*** Exercise materials Section Begins ***

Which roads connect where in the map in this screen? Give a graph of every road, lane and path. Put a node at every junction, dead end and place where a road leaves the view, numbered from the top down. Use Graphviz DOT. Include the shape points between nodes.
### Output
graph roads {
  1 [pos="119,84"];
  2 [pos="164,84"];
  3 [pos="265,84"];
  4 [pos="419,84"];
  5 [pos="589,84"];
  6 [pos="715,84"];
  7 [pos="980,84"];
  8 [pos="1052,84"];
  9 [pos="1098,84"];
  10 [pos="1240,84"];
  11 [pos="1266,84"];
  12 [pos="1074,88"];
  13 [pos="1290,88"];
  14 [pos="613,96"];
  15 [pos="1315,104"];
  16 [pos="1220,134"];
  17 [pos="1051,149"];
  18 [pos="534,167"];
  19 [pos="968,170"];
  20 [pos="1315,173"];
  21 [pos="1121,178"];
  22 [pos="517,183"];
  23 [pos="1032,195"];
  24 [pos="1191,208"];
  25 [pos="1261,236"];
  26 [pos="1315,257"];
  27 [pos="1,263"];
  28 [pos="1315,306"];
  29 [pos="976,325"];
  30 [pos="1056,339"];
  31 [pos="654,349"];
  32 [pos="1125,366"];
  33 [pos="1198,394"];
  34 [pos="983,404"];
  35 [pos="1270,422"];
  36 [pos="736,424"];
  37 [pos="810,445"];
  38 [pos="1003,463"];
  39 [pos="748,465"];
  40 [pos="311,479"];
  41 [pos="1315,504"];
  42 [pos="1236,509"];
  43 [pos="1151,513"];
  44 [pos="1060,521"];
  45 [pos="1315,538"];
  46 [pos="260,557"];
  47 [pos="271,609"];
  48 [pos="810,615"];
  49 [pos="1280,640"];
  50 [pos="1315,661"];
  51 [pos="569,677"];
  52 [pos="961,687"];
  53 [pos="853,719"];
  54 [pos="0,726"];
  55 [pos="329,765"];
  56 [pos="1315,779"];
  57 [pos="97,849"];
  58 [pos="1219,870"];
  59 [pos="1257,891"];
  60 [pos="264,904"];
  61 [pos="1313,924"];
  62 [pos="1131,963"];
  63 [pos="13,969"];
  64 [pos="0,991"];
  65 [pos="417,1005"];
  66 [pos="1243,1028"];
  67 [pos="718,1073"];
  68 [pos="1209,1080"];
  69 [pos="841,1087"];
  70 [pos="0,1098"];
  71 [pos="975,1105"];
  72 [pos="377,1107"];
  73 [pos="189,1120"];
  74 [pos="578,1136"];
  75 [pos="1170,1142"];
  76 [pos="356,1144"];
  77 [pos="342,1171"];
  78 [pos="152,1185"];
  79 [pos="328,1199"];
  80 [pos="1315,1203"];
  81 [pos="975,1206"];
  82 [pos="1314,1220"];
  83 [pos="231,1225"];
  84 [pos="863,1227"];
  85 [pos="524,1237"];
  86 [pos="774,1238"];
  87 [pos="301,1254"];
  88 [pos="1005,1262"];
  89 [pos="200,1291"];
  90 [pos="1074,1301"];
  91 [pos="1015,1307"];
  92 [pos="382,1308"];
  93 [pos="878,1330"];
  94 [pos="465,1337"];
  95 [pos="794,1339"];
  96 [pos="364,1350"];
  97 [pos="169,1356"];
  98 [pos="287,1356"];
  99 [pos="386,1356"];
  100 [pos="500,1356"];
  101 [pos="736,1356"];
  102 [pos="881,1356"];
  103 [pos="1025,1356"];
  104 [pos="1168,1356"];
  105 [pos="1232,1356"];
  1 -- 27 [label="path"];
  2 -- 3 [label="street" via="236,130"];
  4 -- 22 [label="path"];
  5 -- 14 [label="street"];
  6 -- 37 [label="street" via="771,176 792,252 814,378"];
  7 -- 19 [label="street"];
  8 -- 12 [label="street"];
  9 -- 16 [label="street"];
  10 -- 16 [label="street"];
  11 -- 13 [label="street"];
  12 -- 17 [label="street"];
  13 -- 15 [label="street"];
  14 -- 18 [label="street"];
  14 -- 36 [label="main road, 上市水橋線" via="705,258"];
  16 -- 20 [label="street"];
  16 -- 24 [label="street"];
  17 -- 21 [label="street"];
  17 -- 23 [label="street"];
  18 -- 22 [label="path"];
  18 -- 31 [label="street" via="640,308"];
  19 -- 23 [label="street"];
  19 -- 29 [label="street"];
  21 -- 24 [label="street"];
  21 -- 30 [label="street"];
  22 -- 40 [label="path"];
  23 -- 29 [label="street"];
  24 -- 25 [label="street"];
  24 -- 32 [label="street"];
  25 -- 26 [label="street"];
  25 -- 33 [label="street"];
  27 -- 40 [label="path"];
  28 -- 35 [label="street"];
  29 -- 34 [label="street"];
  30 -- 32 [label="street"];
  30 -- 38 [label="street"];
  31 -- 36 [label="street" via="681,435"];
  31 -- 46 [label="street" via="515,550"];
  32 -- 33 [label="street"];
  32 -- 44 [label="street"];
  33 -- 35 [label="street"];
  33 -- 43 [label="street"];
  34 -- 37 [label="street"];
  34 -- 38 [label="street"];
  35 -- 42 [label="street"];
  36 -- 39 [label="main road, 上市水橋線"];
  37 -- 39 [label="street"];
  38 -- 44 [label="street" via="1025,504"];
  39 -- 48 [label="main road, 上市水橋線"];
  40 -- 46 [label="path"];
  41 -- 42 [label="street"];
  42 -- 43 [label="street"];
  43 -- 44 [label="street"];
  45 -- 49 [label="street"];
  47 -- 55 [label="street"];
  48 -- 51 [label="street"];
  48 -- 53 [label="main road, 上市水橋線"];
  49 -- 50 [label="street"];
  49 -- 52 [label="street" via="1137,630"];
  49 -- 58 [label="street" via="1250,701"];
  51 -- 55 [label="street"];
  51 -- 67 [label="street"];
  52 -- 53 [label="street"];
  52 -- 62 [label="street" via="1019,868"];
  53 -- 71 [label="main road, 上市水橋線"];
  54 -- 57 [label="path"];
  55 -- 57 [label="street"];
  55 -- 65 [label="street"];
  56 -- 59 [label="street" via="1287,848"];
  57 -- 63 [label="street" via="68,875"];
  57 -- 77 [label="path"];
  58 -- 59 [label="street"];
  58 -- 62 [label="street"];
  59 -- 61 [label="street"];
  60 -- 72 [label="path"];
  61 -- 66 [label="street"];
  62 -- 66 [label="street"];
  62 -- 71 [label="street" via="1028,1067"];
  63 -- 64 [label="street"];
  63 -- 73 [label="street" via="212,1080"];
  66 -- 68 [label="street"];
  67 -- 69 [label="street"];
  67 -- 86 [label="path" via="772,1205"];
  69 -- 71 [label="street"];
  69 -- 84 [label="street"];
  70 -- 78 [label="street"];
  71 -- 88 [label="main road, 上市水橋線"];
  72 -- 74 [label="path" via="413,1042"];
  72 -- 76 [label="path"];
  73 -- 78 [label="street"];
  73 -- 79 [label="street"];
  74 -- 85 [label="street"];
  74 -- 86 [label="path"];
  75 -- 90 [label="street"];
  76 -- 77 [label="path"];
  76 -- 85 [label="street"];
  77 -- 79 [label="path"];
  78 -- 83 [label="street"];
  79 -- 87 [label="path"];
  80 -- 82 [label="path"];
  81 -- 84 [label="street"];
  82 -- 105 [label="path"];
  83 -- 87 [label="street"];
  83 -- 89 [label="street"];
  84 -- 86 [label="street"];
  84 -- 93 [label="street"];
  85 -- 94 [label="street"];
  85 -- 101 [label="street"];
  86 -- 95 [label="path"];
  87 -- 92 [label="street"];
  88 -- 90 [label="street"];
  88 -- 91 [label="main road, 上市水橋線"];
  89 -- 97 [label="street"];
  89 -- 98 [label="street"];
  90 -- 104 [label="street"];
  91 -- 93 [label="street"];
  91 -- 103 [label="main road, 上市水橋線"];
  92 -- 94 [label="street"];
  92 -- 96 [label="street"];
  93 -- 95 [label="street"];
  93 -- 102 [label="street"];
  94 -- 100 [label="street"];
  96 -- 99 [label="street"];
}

*** Exercise materials Section Ends ***
*** Exercise materials Section Begins ***

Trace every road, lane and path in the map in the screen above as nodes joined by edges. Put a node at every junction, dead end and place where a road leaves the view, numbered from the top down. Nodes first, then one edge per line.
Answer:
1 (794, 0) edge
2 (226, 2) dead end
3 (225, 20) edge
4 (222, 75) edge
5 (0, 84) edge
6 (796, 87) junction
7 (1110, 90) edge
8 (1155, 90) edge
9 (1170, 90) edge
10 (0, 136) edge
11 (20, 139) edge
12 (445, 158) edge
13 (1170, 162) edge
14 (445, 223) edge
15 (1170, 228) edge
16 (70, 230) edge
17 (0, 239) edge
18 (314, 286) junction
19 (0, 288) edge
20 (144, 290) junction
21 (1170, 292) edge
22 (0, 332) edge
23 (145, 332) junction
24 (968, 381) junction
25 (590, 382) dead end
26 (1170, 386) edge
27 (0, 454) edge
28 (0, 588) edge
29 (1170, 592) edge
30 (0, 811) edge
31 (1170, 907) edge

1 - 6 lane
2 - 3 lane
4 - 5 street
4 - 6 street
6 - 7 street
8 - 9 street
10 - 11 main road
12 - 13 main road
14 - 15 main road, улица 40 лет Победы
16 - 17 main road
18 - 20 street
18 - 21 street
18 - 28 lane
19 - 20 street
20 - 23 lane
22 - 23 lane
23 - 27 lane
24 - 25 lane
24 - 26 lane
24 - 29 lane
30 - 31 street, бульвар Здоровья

*** Exercise materials Section Ends ***

* [What is needed]: If a line in the data contains the string "screen", copy it.

* [Output]:
Which roads connect where in the map in this screen? Give a graph of every road, lane and path. Put a node at every junction, dead end and place where a road leaves the view, numbered from the top down. Use Graphviz DOT. Include the shape points between nodes.
Trace every road, lane and path in the map in the screen above as nodes joined by edges. Put a node at every junction, dead end and place where a road leaves the view, numbered from the top down. Nodes first, then one edge per line.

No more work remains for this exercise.